[Provided records — start]

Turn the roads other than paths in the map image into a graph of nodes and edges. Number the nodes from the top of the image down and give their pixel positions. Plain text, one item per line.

[Provided records — finish]
[Provided records — start]

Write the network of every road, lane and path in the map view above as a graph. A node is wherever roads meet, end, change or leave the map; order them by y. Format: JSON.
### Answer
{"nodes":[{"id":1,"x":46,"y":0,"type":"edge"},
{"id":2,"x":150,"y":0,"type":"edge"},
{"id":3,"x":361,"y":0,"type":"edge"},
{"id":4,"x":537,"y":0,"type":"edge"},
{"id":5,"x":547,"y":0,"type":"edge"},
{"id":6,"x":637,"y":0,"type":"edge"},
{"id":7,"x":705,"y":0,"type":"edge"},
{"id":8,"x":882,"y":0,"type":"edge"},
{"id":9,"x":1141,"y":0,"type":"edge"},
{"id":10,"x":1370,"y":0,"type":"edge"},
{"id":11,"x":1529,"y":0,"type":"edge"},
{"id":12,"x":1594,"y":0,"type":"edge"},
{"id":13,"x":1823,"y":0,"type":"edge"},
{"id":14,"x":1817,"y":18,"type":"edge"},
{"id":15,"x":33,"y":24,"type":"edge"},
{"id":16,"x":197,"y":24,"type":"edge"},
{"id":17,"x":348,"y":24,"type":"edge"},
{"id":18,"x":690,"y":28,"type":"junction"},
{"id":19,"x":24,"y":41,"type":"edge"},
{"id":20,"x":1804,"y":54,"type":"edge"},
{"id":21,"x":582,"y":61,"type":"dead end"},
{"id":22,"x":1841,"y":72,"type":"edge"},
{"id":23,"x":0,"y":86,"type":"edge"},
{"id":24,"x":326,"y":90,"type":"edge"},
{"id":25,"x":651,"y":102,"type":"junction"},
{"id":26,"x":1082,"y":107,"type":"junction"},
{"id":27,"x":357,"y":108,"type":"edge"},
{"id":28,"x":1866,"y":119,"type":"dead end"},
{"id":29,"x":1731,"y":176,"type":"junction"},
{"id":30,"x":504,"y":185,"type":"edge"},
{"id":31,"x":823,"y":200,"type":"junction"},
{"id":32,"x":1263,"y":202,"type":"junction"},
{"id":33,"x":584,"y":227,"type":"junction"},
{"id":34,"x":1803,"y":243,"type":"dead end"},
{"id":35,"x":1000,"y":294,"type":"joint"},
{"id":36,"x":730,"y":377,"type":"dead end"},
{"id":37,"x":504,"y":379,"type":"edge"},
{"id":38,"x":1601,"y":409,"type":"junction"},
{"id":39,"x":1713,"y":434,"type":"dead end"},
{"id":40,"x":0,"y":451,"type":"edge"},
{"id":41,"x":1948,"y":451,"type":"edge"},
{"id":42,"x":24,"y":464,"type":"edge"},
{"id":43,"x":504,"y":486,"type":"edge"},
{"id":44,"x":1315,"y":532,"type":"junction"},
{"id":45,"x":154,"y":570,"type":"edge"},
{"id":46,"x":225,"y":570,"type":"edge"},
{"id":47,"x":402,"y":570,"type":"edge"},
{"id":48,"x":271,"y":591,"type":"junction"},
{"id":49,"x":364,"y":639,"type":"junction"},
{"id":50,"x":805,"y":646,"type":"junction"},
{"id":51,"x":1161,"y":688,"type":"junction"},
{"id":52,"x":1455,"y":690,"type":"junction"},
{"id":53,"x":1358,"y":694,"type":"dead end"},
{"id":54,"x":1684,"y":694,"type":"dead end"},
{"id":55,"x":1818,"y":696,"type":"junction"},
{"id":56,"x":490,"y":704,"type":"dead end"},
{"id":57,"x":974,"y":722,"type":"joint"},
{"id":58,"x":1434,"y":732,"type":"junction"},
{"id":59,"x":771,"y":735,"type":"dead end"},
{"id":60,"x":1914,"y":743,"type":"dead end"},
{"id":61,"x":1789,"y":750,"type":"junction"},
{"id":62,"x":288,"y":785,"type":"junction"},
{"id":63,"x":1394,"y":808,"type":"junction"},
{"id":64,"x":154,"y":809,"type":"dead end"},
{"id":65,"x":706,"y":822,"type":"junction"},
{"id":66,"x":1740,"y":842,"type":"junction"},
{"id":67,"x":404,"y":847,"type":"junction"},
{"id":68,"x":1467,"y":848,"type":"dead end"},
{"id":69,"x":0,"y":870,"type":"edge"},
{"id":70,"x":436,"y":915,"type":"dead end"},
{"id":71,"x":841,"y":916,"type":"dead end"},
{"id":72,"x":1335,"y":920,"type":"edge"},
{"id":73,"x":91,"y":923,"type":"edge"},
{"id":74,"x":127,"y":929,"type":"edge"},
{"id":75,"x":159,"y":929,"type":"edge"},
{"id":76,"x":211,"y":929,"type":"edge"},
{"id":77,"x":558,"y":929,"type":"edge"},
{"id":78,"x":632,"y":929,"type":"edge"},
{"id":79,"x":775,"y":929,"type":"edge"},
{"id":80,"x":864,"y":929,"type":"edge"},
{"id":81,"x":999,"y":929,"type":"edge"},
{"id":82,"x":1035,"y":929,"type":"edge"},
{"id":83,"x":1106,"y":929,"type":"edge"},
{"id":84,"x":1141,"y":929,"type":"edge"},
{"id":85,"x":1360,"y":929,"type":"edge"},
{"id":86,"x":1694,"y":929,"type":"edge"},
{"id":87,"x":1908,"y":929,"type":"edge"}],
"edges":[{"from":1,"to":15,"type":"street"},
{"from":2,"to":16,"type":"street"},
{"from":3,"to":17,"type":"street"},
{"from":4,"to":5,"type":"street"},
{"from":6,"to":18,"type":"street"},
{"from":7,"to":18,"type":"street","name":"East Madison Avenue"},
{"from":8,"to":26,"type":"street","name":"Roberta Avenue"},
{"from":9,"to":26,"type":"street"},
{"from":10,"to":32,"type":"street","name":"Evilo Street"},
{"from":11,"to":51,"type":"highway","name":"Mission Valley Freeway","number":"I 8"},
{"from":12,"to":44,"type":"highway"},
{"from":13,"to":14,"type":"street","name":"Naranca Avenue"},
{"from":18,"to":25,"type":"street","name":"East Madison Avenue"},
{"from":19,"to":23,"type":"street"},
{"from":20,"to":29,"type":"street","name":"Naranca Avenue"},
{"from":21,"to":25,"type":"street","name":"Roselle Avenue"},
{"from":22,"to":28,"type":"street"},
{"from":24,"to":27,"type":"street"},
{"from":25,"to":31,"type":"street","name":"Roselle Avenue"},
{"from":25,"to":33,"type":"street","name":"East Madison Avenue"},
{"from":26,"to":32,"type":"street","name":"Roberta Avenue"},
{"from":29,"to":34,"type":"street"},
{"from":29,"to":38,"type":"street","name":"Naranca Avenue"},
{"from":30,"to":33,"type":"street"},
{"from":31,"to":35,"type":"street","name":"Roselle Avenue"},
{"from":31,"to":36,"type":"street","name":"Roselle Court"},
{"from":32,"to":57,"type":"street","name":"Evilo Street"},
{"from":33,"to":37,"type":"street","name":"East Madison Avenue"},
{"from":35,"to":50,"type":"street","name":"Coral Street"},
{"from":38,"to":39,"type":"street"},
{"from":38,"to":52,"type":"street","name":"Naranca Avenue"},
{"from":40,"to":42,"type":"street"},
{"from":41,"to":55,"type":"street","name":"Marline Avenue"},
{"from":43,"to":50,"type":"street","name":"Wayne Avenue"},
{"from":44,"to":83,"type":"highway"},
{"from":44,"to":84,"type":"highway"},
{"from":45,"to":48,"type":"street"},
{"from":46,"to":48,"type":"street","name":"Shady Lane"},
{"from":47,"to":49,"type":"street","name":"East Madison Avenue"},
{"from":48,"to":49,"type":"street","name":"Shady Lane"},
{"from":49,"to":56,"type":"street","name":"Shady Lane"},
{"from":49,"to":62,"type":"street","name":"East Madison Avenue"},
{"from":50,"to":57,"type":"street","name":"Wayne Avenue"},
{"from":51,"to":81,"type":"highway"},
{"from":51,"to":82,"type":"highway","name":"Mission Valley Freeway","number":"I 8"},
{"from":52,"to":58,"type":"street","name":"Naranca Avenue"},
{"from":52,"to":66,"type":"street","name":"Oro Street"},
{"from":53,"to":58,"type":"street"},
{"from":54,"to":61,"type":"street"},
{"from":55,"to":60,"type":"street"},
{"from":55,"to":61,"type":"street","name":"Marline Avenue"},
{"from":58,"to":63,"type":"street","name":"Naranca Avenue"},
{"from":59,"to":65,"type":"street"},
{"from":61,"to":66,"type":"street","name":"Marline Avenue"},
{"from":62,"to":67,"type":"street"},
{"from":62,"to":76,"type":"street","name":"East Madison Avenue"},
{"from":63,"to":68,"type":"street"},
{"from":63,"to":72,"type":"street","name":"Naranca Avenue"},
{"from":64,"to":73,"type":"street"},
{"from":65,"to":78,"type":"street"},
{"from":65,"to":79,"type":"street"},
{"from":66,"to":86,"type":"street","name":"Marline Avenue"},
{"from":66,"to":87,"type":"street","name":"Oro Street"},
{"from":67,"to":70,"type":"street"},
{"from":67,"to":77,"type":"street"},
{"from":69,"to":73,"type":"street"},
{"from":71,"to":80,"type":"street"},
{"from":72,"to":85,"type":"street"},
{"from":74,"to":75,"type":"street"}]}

[Provided records — finish]
[Provided records — start]

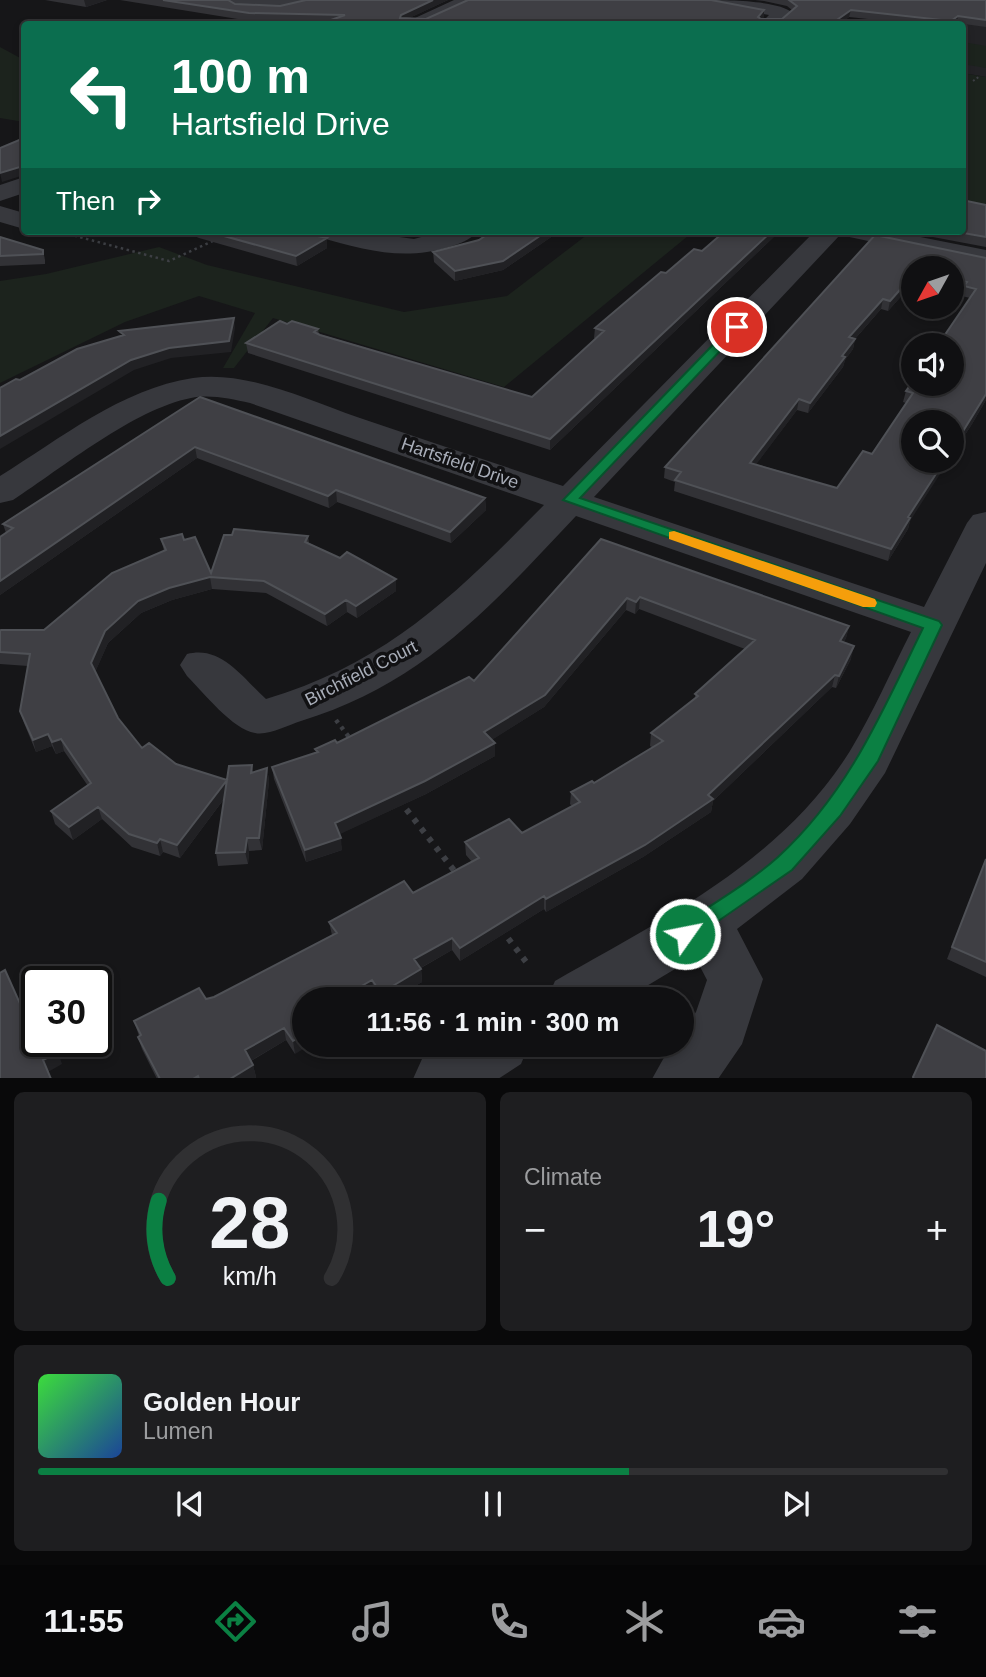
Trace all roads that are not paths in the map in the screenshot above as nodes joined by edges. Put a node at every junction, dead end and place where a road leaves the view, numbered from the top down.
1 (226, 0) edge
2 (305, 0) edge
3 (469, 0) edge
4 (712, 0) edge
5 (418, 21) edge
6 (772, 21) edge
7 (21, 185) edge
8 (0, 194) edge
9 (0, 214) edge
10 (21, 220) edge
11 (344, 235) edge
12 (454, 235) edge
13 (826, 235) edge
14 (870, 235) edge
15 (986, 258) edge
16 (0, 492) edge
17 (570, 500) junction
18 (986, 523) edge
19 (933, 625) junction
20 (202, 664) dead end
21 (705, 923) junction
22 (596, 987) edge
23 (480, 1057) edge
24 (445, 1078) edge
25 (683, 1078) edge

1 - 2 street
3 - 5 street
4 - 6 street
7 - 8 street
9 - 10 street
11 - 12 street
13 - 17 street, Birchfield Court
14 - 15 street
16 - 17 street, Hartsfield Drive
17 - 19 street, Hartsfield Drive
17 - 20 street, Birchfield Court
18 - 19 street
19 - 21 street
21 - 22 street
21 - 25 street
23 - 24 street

[Provided records — finish]

● **Your assignment**
In the material above, which lines contain "graph"? Copy each of them.

● **Response area**
Turn the roads other than paths in the map image into a graph of nodes and edges. Number the nodes from the top of the image down and give their pixel positions. Plain text, one item per line.
Write the network of every road, lane and path in the map view above as a graph. A node is wherever roads meet, end, change or leave the map; order them by y. Format: JSON.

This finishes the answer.